Solve a system of three equations in three unknowns.

Explanation:

Let us assume that the axis of symmetry for the parabola is vertical.

The standard equation of a parabola with a vertical axis is #y = ax^2 + bx + c#, where a, b, and c are real numbers -- with #a ne 0#.

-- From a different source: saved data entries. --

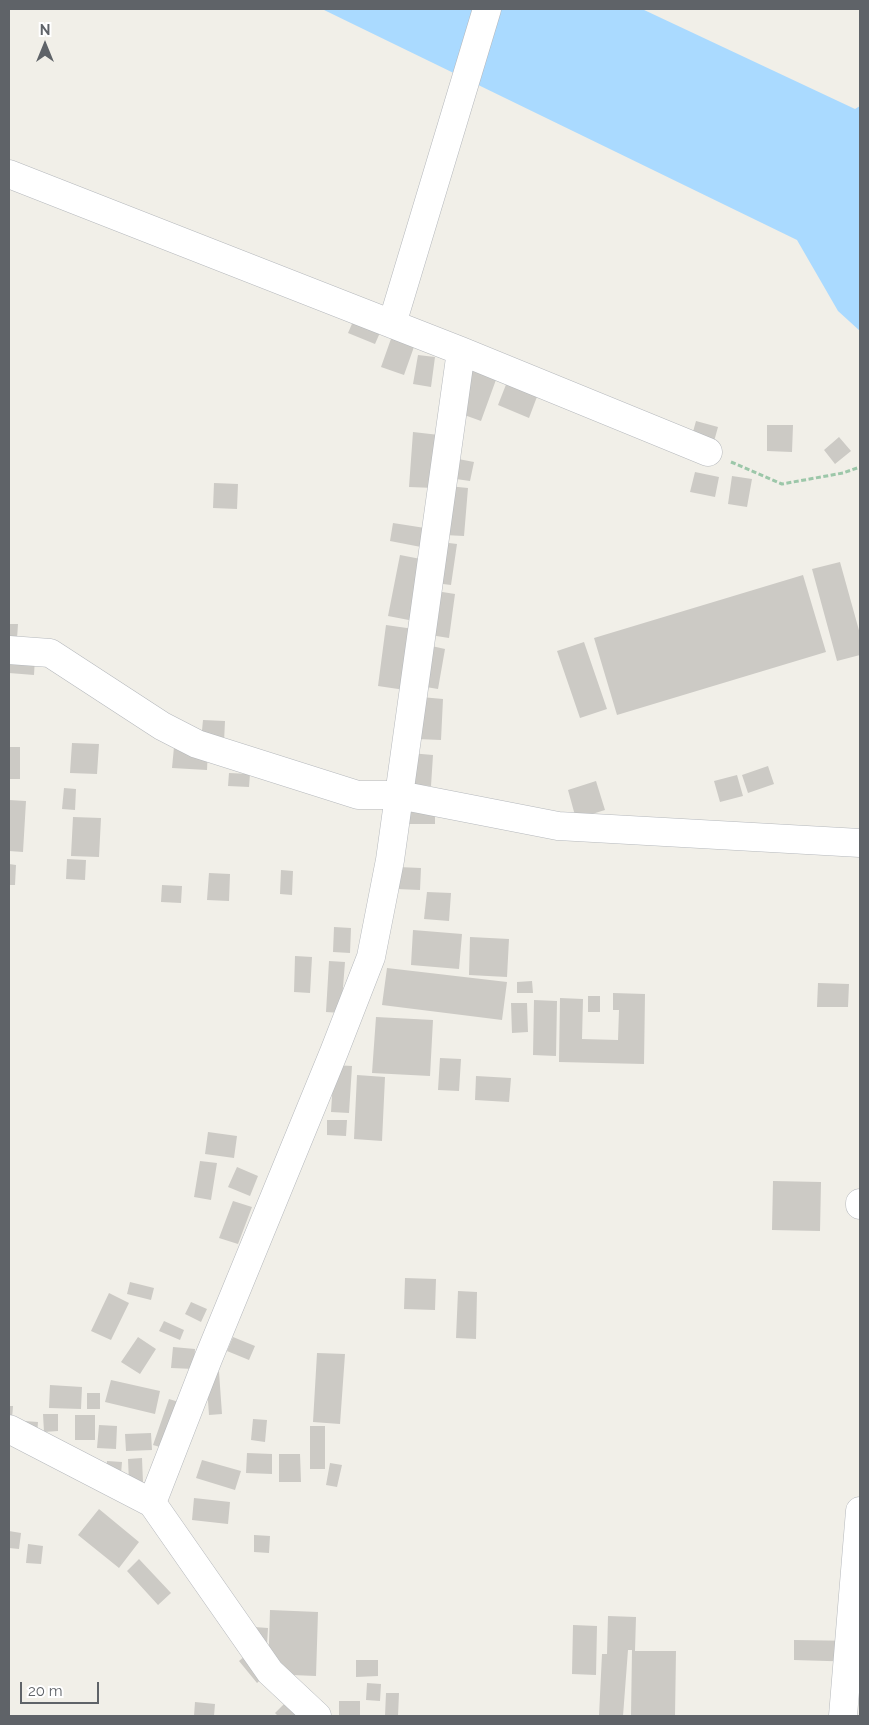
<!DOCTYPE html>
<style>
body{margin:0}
#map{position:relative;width:869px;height:1725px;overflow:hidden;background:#f1efe8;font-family:Raleway,sans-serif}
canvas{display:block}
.frame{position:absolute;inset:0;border:10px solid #5f6368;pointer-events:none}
.north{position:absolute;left:20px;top:20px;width:50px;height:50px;-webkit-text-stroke:4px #fff;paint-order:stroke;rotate:0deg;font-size:14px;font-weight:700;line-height:20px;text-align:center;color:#5f6368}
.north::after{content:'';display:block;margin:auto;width:18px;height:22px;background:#5f6368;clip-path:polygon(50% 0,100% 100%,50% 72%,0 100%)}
.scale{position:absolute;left:20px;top:1682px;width:79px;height:22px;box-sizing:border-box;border:2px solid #5f6368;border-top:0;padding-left:6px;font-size:15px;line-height:18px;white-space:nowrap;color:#5f6368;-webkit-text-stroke:4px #fff;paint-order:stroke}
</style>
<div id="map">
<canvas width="869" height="1725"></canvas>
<div class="frame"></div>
<div class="north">N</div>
<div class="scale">20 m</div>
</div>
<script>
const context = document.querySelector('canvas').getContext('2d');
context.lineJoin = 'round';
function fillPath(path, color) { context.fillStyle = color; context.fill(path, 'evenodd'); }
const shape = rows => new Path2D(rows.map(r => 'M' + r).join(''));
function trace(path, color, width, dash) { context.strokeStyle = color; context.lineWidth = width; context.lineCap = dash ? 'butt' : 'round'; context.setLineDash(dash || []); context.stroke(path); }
const water = shape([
 [322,9,642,9,855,109,860,106,860,331,838,311,797,240]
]);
const building = shape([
 [355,317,382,328,375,344,348,333],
 [392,336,415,344,404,375,381,367],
 [418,355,435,357,431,387,413,384],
 [471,368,497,377,481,421,456,412],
 [507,382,538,394,529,418,498,405],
 [696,421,718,427,713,445,691,439],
 [767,425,793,425,792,452,767,451],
 [413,432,439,435,435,488,409,487],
 [839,437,851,451,835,464,824,450],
 [453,458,474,462,470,481,449,478],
 [695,472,719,477,715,497,690,492],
 [732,476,752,479,747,507,728,504],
 [214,483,238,484,237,509,213,508],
 [448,486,468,488,464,536,444,535],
 [393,523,425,528,421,547,390,541],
 [441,542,457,544,451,585,435,583],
 [400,555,426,560,414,621,388,616],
 [840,562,860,634,860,655,837,661,812,569],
 [803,575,826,652,617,715,594,638],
 [436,591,455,594,449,638,430,635],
 [9,624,18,624,17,639,9,639],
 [386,625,414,629,405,690,378,686],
 [584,642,607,709,580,718,557,651],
 [427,645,445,649,438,689,420,686],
 [9,656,35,658,34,675,9,673],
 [421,697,443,699,441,740,417,739],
 [203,720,225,721,224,742,201,741],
 [72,743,99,744,97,774,70,773],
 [9,747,20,747,20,779,9,779],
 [174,747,208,748,207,770,172,768],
 [410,753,433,755,431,786,408,785],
 [768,766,774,784,748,793,742,775],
 [229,773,250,774,249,787,228,786],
 [737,775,743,796,720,802,714,781],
 [596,781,605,810,576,819,568,790],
 [64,788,76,789,75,810,62,809],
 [407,793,435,793,435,824,407,824],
 [9,800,26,801,23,852,9,851],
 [73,817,101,818,99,857,71,856],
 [67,859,86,860,85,880,66,879],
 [9,864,16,865,15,885,9,885],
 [398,867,421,868,420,890,397,889],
 [281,870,293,871,292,895,280,894],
 [209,873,230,874,229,901,207,900],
 [162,885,182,886,181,903,161,902],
 [427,892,451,893,449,921,424,919],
 [334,927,351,928,350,953,333,952],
 [413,930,462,934,459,969,411,965],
 [470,937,509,939,507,977,469,975],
 [295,956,312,957,310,993,294,992],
 [329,961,345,962,341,1013,326,1012],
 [387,968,507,982,502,1020,382,1005],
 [532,981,533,993,517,993,517,982],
 [818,983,849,984,848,1007,817,1007],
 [613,993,645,994,644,1064,559,1062,560,998,583,999,582,1039,618,1040,619,1010,613,1010],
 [588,996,600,996,600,1012,588,1012],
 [534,1000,557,1001,556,1056,533,1055],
 [511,1003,527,1003,528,1032,512,1033],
 [376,1017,433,1020,430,1076,372,1073],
 [440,1058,461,1059,459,1091,438,1090],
 [334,1065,352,1066,349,1113,331,1112],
 [357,1075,385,1077,382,1141,354,1139],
 [476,1076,511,1078,509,1102,475,1100],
 [327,1120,347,1120,346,1136,327,1135],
 [208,1132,237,1136,234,1158,205,1154],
 [200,1161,217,1163,211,1200,194,1197],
 [237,1167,258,1176,250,1196,228,1187],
 [773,1181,821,1182,820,1231,772,1230],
 [233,1201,252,1207,238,1244,219,1238],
 [405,1278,436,1279,435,1310,404,1309],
 [130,1282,154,1288,151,1300,127,1294],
 [458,1291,477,1292,476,1339,456,1338],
 [109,1293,129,1303,111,1340,91,1331],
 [191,1302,207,1309,201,1322,185,1314],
 [164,1321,184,1330,180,1340,159,1331],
 [138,1337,156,1349,140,1374,121,1362],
 [233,1337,255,1346,249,1360,227,1351],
 [173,1347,195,1349,194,1369,171,1368],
 [317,1353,345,1354,340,1424,313,1422],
 [219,1372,222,1414,209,1415,206,1373],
 [111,1380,160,1391,155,1414,105,1402],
 [50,1385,82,1387,81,1409,49,1408],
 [87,1393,100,1393,100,1409,87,1409],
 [169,1399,182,1403,167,1449,153,1445],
 [9,1406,13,1406,12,1419,9,1419],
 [43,1414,58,1414,58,1431,44,1432],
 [75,1415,95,1415,95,1440,75,1440],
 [253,1419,267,1420,265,1442,251,1440],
 [24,1421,38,1422,37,1435,23,1434],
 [99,1425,117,1426,116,1449,97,1448],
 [310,1426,325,1426,325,1469,310,1469],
 [151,1433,152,1450,126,1451,125,1434],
 [247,1453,272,1454,272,1474,246,1473],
 [279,1454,300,1454,301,1482,279,1482],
 [142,1458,143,1483,129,1483,128,1459],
 [202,1460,241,1471,235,1490,196,1478],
 [107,1461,122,1462,121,1474,106,1472],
 [330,1463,342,1465,337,1487,326,1485],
 [194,1498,230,1502,228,1524,192,1520],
 [99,1509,139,1542,119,1568,78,1535],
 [9,1531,21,1533,19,1549,9,1548],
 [254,1535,270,1536,269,1553,254,1552],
 [28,1544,43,1546,41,1564,26,1563],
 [139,1559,171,1593,158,1605,127,1571],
 [270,1610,318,1612,316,1676,268,1674],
 [608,1616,636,1617,635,1651,676,1651,675,1716,631,1716,632,1650,628,1650,623,1716,599,1716,602,1654,607,1654],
 [573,1625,597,1626,596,1675,572,1674],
 [254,1627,268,1628,267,1645],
 [794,1640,860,1641,860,1662,794,1660],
 [246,1655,265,1676,257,1683,239,1661],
 [356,1660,378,1660,378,1676,356,1677],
 [367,1683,381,1684,380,1701,366,1700],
 [386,1693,399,1693,398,1716,385,1716],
 [339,1701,360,1701,360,1716,339,1716],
 [195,1702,215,1704,214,1716,194,1716],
 [286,1702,301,1716,278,1716,275,1713]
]);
const path = shape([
 [731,462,782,484,843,473,860,467]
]);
const minor = shape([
 [9,174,461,351,708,452],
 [392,324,487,9],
 [9,650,50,653,162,726,197,744,358,795,399,795,558,826,860,843],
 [860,1203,860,1205],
 [9,1429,152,1503,270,1672,317,1716],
 [152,1503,208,1359,334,1052,371,957,390,860,461,351],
 [843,1716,860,1511]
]);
fillPath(water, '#aadaff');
fillPath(building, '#cccac5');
trace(minor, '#b5b8bc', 29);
trace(path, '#9cc7a9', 3, [5, 2.5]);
trace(minor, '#fff', 28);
</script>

Using the coordinates of the above points, we know that...
#a(-1)^2 + b(-1) + c = 4#
This simplifies to #a - b + c = 4#.

We also have:
#a1^2 + b(1) + c = 6#
That is, #a + b + c = 6#.

And finally:
#a(2)^2 + b(2) + c = 10#
#4a + 2b + c = 10#

The three equations give us the following system, which has a unique solution (a, b, c):

#a - b + c = 4#
#a + b + c = 6#
#4a + 2b + c = 10#.

While we may solve these using any method, it will be convenient to subtract equation (1) from equation (2).

#a + b + c = 6#
#a - b + c = 4# (subtract)

Change the signs and add:
#a + b + c = 6#
#-a + b - c = -4# (add)

Adding gives us:
#2b = 2#
#b = 1#.

Our system is now reduced to just two unknowns. Putting the known value of b into the three equations gives:

#a - 1 + c = 4#
#a + 1 + c = 6#
#4a + 2 + c = 10#.

Simplify to:
#a + c = 5#
#4a + c = 8#.

Subtract the first from the second to obtain the equation:
#3a = 3#
#a = 1#

Substitute a = 1 into the equation #a + c = 5# and obtain #c = 4#.

The equation of our parabola has a = 1, b = 1, and c = 4.

Therefore, it is
#y = x^2 + x + 4#
Check, and you will find that all three points fit the equation.